Assigned task: Reproduce the listing that follows character for character, excluding its pictures.
___ The data
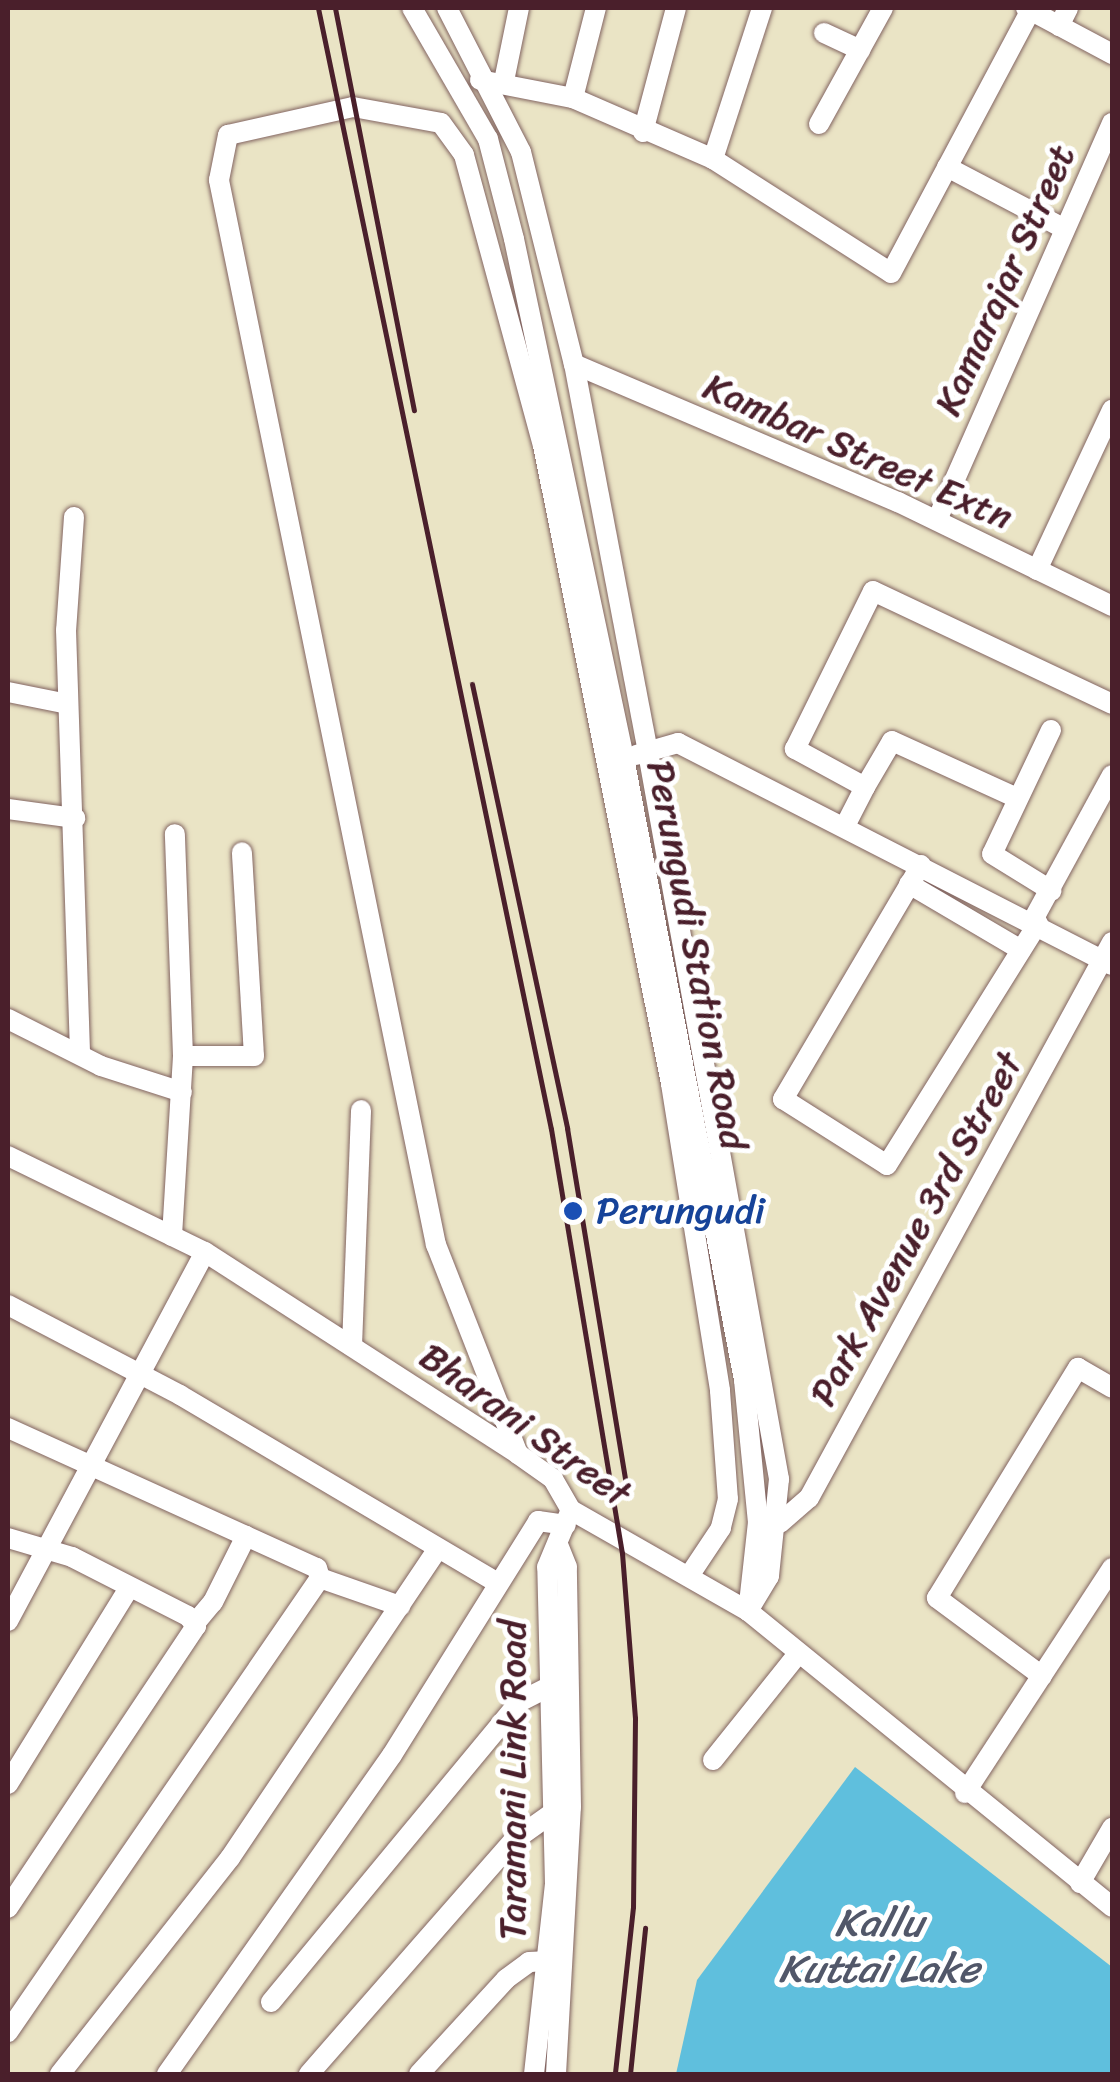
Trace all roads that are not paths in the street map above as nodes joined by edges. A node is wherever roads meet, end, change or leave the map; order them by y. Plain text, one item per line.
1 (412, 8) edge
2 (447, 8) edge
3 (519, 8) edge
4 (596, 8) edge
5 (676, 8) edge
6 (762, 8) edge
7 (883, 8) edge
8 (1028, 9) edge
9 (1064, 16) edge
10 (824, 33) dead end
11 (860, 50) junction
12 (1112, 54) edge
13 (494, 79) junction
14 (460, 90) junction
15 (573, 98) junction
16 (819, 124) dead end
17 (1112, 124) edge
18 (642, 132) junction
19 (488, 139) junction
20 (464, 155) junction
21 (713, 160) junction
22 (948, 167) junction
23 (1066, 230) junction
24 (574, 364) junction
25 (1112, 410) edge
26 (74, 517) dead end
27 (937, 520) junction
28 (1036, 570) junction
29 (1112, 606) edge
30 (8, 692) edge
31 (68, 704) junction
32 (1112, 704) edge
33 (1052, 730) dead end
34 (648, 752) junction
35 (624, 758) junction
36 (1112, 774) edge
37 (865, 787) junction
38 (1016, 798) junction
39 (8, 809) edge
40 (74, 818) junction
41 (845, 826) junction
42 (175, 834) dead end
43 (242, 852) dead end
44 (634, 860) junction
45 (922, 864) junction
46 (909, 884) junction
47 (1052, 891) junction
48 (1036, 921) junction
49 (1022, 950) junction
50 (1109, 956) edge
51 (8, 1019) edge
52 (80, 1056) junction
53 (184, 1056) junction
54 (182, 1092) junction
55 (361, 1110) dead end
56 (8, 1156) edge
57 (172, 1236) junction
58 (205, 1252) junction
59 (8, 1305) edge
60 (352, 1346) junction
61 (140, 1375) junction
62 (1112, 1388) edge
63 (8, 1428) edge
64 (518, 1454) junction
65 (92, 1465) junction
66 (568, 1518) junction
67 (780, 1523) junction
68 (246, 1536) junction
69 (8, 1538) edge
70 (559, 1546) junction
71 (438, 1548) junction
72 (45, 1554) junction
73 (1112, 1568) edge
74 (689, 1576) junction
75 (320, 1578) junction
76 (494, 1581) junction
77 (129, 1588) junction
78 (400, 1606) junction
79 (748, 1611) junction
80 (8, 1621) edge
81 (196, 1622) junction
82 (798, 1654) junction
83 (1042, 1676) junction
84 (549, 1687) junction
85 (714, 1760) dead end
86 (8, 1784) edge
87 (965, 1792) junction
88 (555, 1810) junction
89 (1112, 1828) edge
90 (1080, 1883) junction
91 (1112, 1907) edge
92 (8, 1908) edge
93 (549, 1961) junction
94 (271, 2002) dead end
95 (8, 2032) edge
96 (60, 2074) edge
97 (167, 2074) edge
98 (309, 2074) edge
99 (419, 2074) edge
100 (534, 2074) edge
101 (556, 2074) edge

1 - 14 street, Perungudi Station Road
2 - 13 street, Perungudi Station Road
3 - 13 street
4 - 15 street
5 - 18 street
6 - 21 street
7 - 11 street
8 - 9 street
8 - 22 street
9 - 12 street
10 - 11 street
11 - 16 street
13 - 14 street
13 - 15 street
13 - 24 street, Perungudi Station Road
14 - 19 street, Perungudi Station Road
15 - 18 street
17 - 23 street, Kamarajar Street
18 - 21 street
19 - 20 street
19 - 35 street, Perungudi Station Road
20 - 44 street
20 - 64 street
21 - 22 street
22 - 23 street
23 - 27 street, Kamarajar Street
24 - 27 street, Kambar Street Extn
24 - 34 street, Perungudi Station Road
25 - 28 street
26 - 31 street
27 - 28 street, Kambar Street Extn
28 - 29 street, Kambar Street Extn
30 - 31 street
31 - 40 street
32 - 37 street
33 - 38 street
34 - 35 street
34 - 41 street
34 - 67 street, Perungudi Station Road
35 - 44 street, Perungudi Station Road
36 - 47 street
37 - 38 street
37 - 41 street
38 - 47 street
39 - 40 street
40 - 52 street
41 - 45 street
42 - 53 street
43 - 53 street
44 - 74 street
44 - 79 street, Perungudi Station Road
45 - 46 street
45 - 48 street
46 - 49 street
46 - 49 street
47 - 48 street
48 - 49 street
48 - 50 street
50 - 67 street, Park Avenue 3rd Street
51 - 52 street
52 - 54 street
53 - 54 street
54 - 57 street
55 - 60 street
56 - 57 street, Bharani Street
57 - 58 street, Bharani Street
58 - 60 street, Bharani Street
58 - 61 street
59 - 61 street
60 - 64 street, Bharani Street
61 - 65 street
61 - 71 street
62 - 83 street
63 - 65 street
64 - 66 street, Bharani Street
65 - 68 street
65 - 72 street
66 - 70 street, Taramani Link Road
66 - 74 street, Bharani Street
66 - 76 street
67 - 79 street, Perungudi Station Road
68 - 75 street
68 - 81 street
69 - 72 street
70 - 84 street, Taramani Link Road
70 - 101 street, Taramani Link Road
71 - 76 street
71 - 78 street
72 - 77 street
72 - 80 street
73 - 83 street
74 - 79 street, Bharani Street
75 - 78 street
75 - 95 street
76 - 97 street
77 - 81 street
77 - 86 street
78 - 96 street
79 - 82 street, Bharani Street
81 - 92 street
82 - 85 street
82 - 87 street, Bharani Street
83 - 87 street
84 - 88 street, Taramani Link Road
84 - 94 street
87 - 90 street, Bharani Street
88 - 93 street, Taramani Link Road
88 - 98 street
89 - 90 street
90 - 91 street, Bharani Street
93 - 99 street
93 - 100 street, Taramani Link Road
______
Reply:
Trace all roads that are not paths in the street map above as nodes joined by edges. A node is wherever roads meet, end, change or leave the map; order them by y. Plain text, one item per line.
1 (412, 8) edge
2 (447, 8) edge
3 (519, 8) edge
4 (596, 8) edge
5 (676, 8) edge
6 (762, 8) edge
7 (883, 8) edge
8 (1028, 9) edge
9 (1064, 16) edge
10 (824, 33) dead end
11 (860, 50) junction
12 (1112, 54) edge
13 (494, 79) junction
14 (460, 90) junction
15 (573, 98) junction
16 (819, 124) dead end
17 (1112, 124) edge
18 (642, 132) junction
19 (488, 139) junction
20 (464, 155) junction
21 (713, 160) junction
22 (948, 167) junction
23 (1066, 230) junction
24 (574, 364) junction
25 (1112, 410) edge
26 (74, 517) dead end
27 (937, 520) junction
28 (1036, 570) junction
29 (1112, 606) edge
30 (8, 692) edge
31 (68, 704) junction
32 (1112, 704) edge
33 (1052, 730) dead end
34 (648, 752) junction
35 (624, 758) junction
36 (1112, 774) edge
37 (865, 787) junction
38 (1016, 798) junction
39 (8, 809) edge
40 (74, 818) junction
41 (845, 826) junction
42 (175, 834) dead end
43 (242, 852) dead end
44 (634, 860) junction
45 (922, 864) junction
46 (909, 884) junction
47 (1052, 891) junction
48 (1036, 921) junction
49 (1022, 950) junction
50 (1109, 956) edge
51 (8, 1019) edge
52 (80, 1056) junction
53 (184, 1056) junction
54 (182, 1092) junction
55 (361, 1110) dead end
56 (8, 1156) edge
57 (172, 1236) junction
58 (205, 1252) junction
59 (8, 1305) edge
60 (352, 1346) junction
61 (140, 1375) junction
62 (1112, 1388) edge
63 (8, 1428) edge
64 (518, 1454) junction
65 (92, 1465) junction
66 (568, 1518) junction
67 (780, 1523) junction
68 (246, 1536) junction
69 (8, 1538) edge
70 (559, 1546) junction
71 (438, 1548) junction
72 (45, 1554) junction
73 (1112, 1568) edge
74 (689, 1576) junction
75 (320, 1578) junction
76 (494, 1581) junction
77 (129, 1588) junction
78 (400, 1606) junction
79 (748, 1611) junction
80 (8, 1621) edge
81 (196, 1622) junction
82 (798, 1654) junction
83 (1042, 1676) junction
84 (549, 1687) junction
85 (714, 1760) dead end
86 (8, 1784) edge
87 (965, 1792) junction
88 (555, 1810) junction
89 (1112, 1828) edge
90 (1080, 1883) junction
91 (1112, 1907) edge
92 (8, 1908) edge
93 (549, 1961) junction
94 (271, 2002) dead end
95 (8, 2032) edge
96 (60, 2074) edge
97 (167, 2074) edge
98 (309, 2074) edge
99 (419, 2074) edge
100 (534, 2074) edge
101 (556, 2074) edge

1 - 14 street, Perungudi Station Road
2 - 13 street, Perungudi Station Road
3 - 13 street
4 - 15 street
5 - 18 street
6 - 21 street
7 - 11 street
8 - 9 street
8 - 22 street
9 - 12 street
10 - 11 street
11 - 16 street
13 - 14 street
13 - 15 street
13 - 24 street, Perungudi Station Road
14 - 19 street, Perungudi Station Road
15 - 18 street
17 - 23 street, Kamarajar Street
18 - 21 street
19 - 20 street
19 - 35 street, Perungudi Station Road
20 - 44 street
20 - 64 street
21 - 22 street
22 - 23 street
23 - 27 street, Kamarajar Street
24 - 27 street, Kambar Street Extn
24 - 34 street, Perungudi Station Road
25 - 28 street
26 - 31 street
27 - 28 street, Kambar Street Extn
28 - 29 street, Kambar Street Extn
30 - 31 street
31 - 40 street
32 - 37 street
33 - 38 street
34 - 35 street
34 - 41 street
34 - 67 street, Perungudi Station Road
35 - 44 street, Perungudi Station Road
36 - 47 street
37 - 38 street
37 - 41 street
38 - 47 street
39 - 40 street
40 - 52 street
41 - 45 street
42 - 53 street
43 - 53 street
44 - 74 street
44 - 79 street, Perungudi Station Road
45 - 46 street
45 - 48 street
46 - 49 street
46 - 49 street
47 - 48 street
48 - 49 street
48 - 50 street
50 - 67 street, Park Avenue 3rd Street
51 - 52 street
52 - 54 street
53 - 54 street
54 - 57 street
55 - 60 street
56 - 57 street, Bharani Street
57 - 58 street, Bharani Street
58 - 60 street, Bharani Street
58 - 61 street
59 - 61 street
60 - 64 street, Bharani Street
61 - 65 street
61 - 71 street
62 - 83 street
63 - 65 street
64 - 66 street, Bharani Street
65 - 68 street
65 - 72 street
66 - 70 street, Taramani Link Road
66 - 74 street, Bharani Street
66 - 76 street
67 - 79 street, Perungudi Station Road
68 - 75 street
68 - 81 street
69 - 72 street
70 - 84 street, Taramani Link Road
70 - 101 street, Taramani Link Road
71 - 76 street
71 - 78 street
72 - 77 street
72 - 80 street
73 - 83 street
74 - 79 street, Bharani Street
75 - 78 street
75 - 95 street
76 - 97 street
77 - 81 street
77 - 86 street
78 - 96 street
79 - 82 street, Bharani Street
81 - 92 street
82 - 85 street
82 - 87 street, Bharani Street
83 - 87 street
84 - 88 street, Taramani Link Road
84 - 94 street
87 - 90 street, Bharani Street
88 - 93 street, Taramani Link Road
88 - 98 street
89 - 90 street
90 - 91 street, Bharani Street
93 - 99 street
93 - 100 street, Taramani Link Road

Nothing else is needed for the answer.